Ce mouvement d’édification de monuments aux morts de 14-18 n’est pas spécifiquement français. Mais, son ampleur dans l’Hexagone est sans commune mesure : plus de 36 000, ce qui correspond pratiquement à l’ensemble des communes du pays. La symbolique de ces édifices, installés principalement sur les places des villages ou dans les cimetières, est particulièrement forte. Nombreuses sont les représentations de soldats en uniforme, incarnation du destin tragique de ces poilus. La figure de la femme, qu’elle soit une allégorie de la souffrance, de la France, est une autre de ces thématiques employées pour glorifier les morts qui ont versé leur sang pour leur pays.

Paix et Fraternité

Mais rares, quelques dizaines, sont les monuments aux morts s’opposant directement à la guerre. L’un deux, à Dardilly, dans le département du Rhône, appelle même à la fraternité entre les peuples, une formule trônant en haut de cet édifice en forme d’obélisque. Cette formule est atypique, surtout lorsque l’on replace le monument dans le contexte de l’époque où il fut construit, tant la figure de l’autre, l’Allemand, le vaincu était haïe. Aucune arme ou drapeau n’est présent sur la sculpture et point de glorification des héros morts pour la France. La seule référence objective à la guerre vient de la scène principale : une mère qui fuit avec son enfant une maison en feu.

Pour mieux comprendre la portée, le message et la symbolique de ce monument, nous nous sommes avec Nicolas Beaupré, maître de conférences en histoire contemporaine à l’Université Clermont.

Un autre exemple de ces monuments aux morts pacifistes se trouve dans la commune de Gentioux, dans la Creuse. La sculpture d’un enfant, le poing droit serré et brandi face à un obélisque où sont inscrits les noms des disparus de la commune, compose l’ensemble.

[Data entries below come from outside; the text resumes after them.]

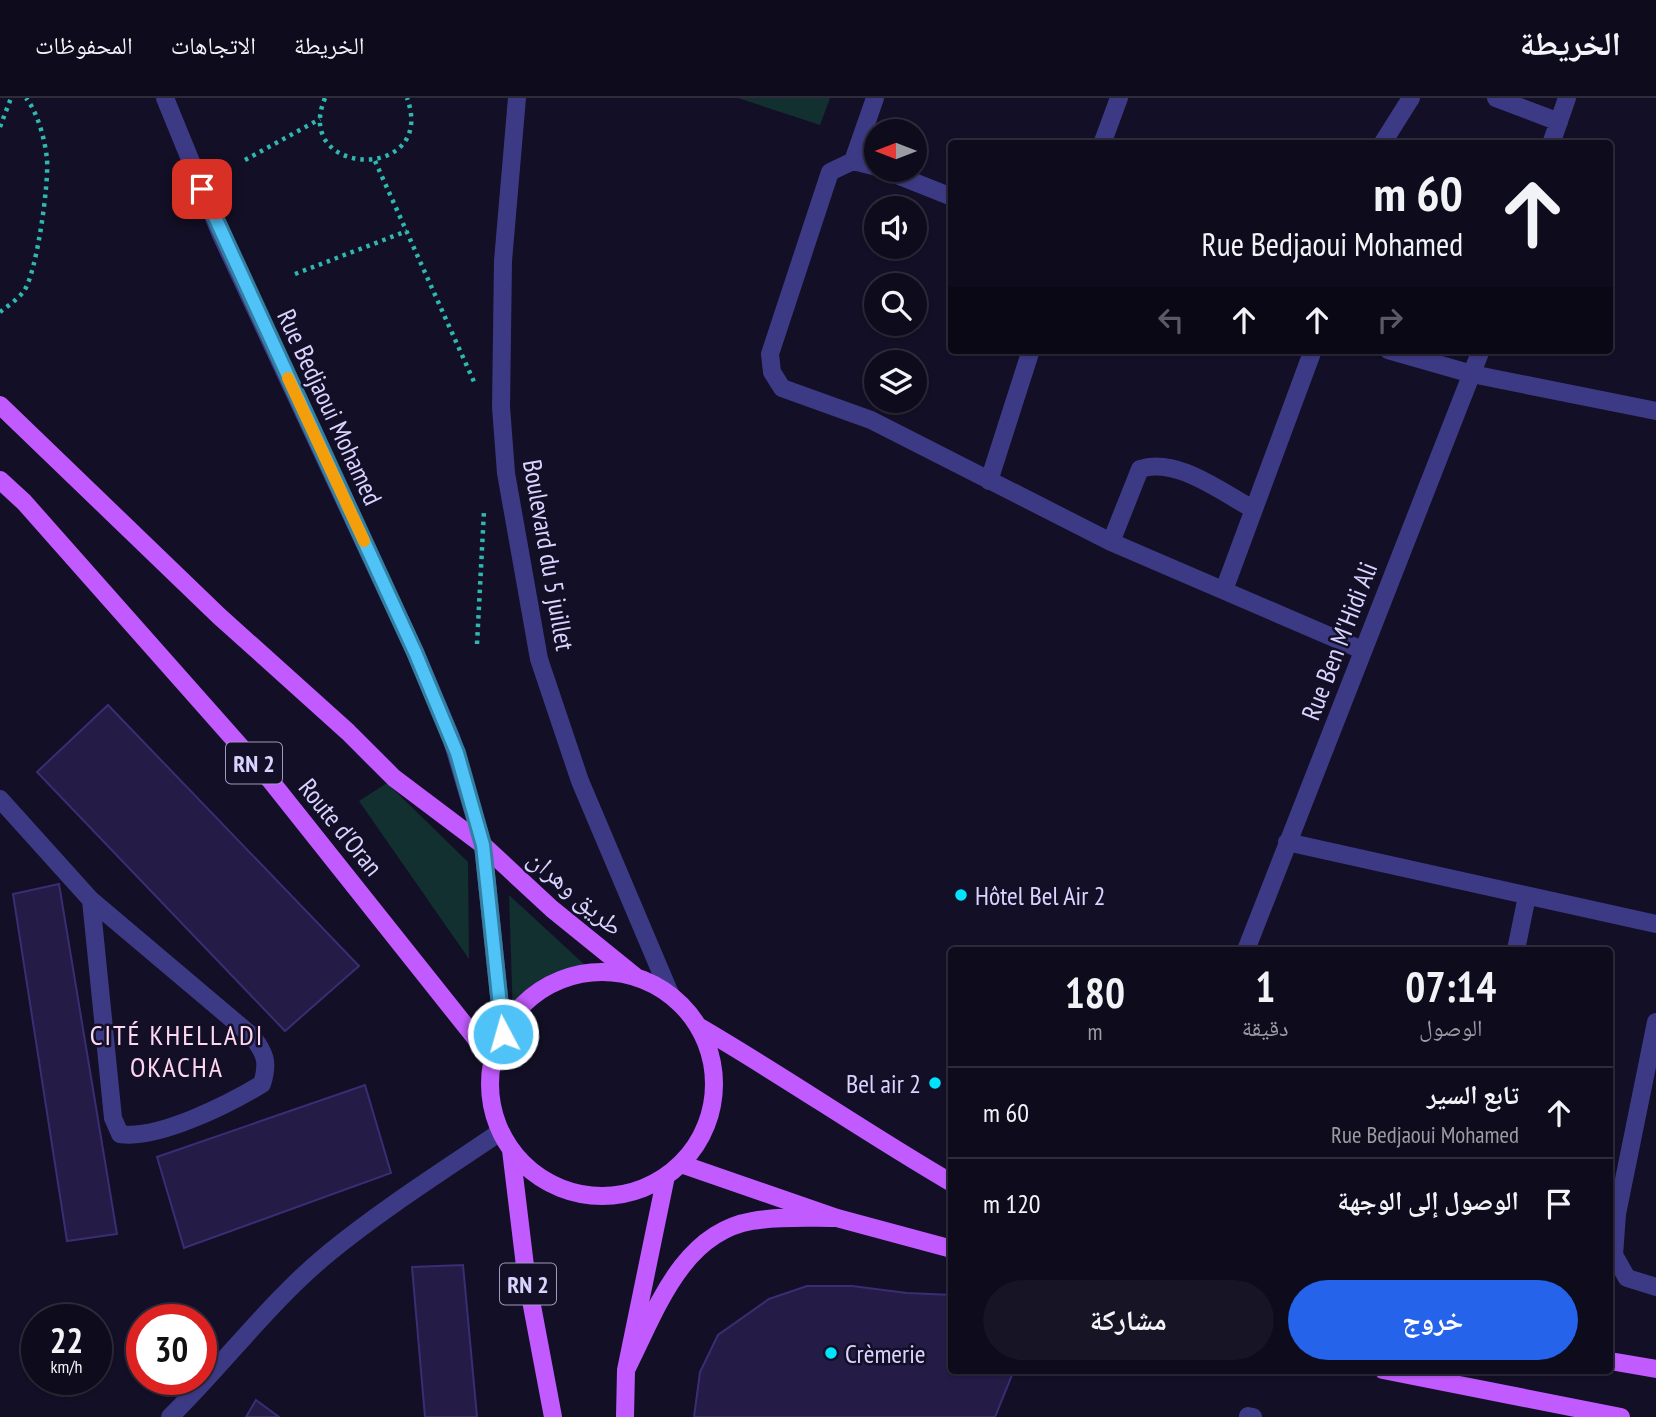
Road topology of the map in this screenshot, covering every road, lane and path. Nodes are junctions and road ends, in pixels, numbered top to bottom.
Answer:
1 (12, 98) edge
2 (26, 98) edge
3 (165, 98) edge
4 (325, 98) edge
5 (517, 98) edge
6 (875, 98) edge
7 (1119, 98) edge
8 (1411, 98) edge
9 (1496, 98) edge
10 (1567, 98) edge
11 (409, 99) edge
12 (320, 119) junction
13 (1559, 122) junction
14 (0, 127) edge
15 (1103, 140) edge
16 (1385, 140) edge
17 (1552, 140) edge
18 (246, 160) dead end
19 (375, 161) junction
20 (853, 161) junction
21 (864, 164) edge
22 (914, 182) edge
23 (948, 195) edge
24 (407, 232) junction
25 (295, 274) dead end
26 (0, 312) edge
27 (1030, 354) edge
28 (1311, 354) edge
29 (1402, 354) edge
30 (1480, 354) edge
31 (1472, 374) junction
32 (479, 392) dead end
33 (0, 405) edge
34 (1656, 411) edge
35 (0, 480) edge
36 (989, 481) junction
37 (1253, 509) junction
38 (1111, 542) junction
39 (1224, 590) junction
40 (1362, 650) junction
41 (0, 799) edge
42 (1287, 842) junction
43 (483, 845) junction
44 (1527, 896) junction
45 (92, 900) junction
46 (1656, 924) edge
47 (1247, 947) edge
48 (1517, 947) edge
49 (636, 977) junction
50 (671, 996) junction
51 (1656, 1022) edge
52 (698, 1027) junction
53 (503, 1034) junction
54 (492, 1059) junction
55 (500, 1132) junction
56 (511, 1150) junction
57 (681, 1164) junction
58 (666, 1176) junction
59 (948, 1181) edge
60 (837, 1218) junction
61 (1613, 1247) edge
62 (948, 1248) edge
63 (1613, 1257) edge
64 (1656, 1287) edge
65 (1613, 1362) edge
66 (626, 1370) junction
67 (1656, 1370) edge
68 (1403, 1374) edge
69 (170, 1417) edge
70 (553, 1417) edge
71 (625, 1417) edge
72 (1621, 1417) edge

1 - 14 path
2 - 26 path
3 - 43 street, Rue Bedjaoui Mohamed
4 - 12 path
5 - 50 street, Boulevard du 5 juillet
6 - 20 street
7 - 15 street
8 - 16 street
9 - 13 street
10 - 13 street
11 - 19 path
12 - 18 path
12 - 19 path
13 - 17 street
19 - 24 path
20 - 21 street
20 - 36 street
22 - 23 street
24 - 25 path
24 - 32 path
27 - 36 street
28 - 37 street
29 - 31 street
30 - 31 street, Rue Ben M'Hidi Ali
31 - 34 street
31 - 40 street, Rue Ben M'Hidi Ali
33 - 43 main road
35 - 54 main road, Route d'Oran / RN 2
36 - 38 street
37 - 38 street
37 - 39 street
38 - 39 street
39 - 40 street
40 - 42 street, Rue Ben M'Hidi Ali
41 - 45 street
42 - 44 street
42 - 47 street, Rue Ben M'Hidi Ali
43 - 49 main road, طريق وهران
43 - 53 street, Rue Bedjaoui Mohamed
44 - 46 street
44 - 48 street
45 - 45 street
49 - 50 main road
49 - 53 main road
50 - 52 main road
51 - 61 street
52 - 57 main road
52 - 59 main road
53 - 54 main road
54 - 55 main road
55 - 56 main road
55 - 69 street
56 - 58 main road
56 - 70 main road, RN 2
57 - 58 main road
57 - 60 main road
58 - 66 main road
60 - 62 main road
60 - 66 main road
63 - 64 street
65 - 67 main road
66 - 71 main road
68 - 72 main road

Mais c’est surtout la formule « Maudite soit la guerre », sous la stèle des morts, qui donne à ce monument toute sa mesure. Son existence même a longtemps été jugée problématique par les autorités.

En 1922, le préfet, soit le plus haut représentant de l’Etat dans le département, refusa même de participer à son inauguration. Le monument est devenu un lieu de rassemblement pour les mouvements pacifistes, où, tous les 11 novembre est entonnée la célèbre chanson de Craonne. Durant la Première Guerre mondiale cette chanson contestataire fut censurée et interdite par le commandement militaire pour ses paroles antimilitaristes.

Voici son refrain :
"Adieu la vie, adieu l’amour,
Adieu toutes les femmes C’est bien fini, c’est pour toujours
De cette guerre infâme
C’est à Craonne sur le plateau
Qu’on doit laisser sa peau
Car nous sommes tous condamnés
Nous sommes les sacrifiés"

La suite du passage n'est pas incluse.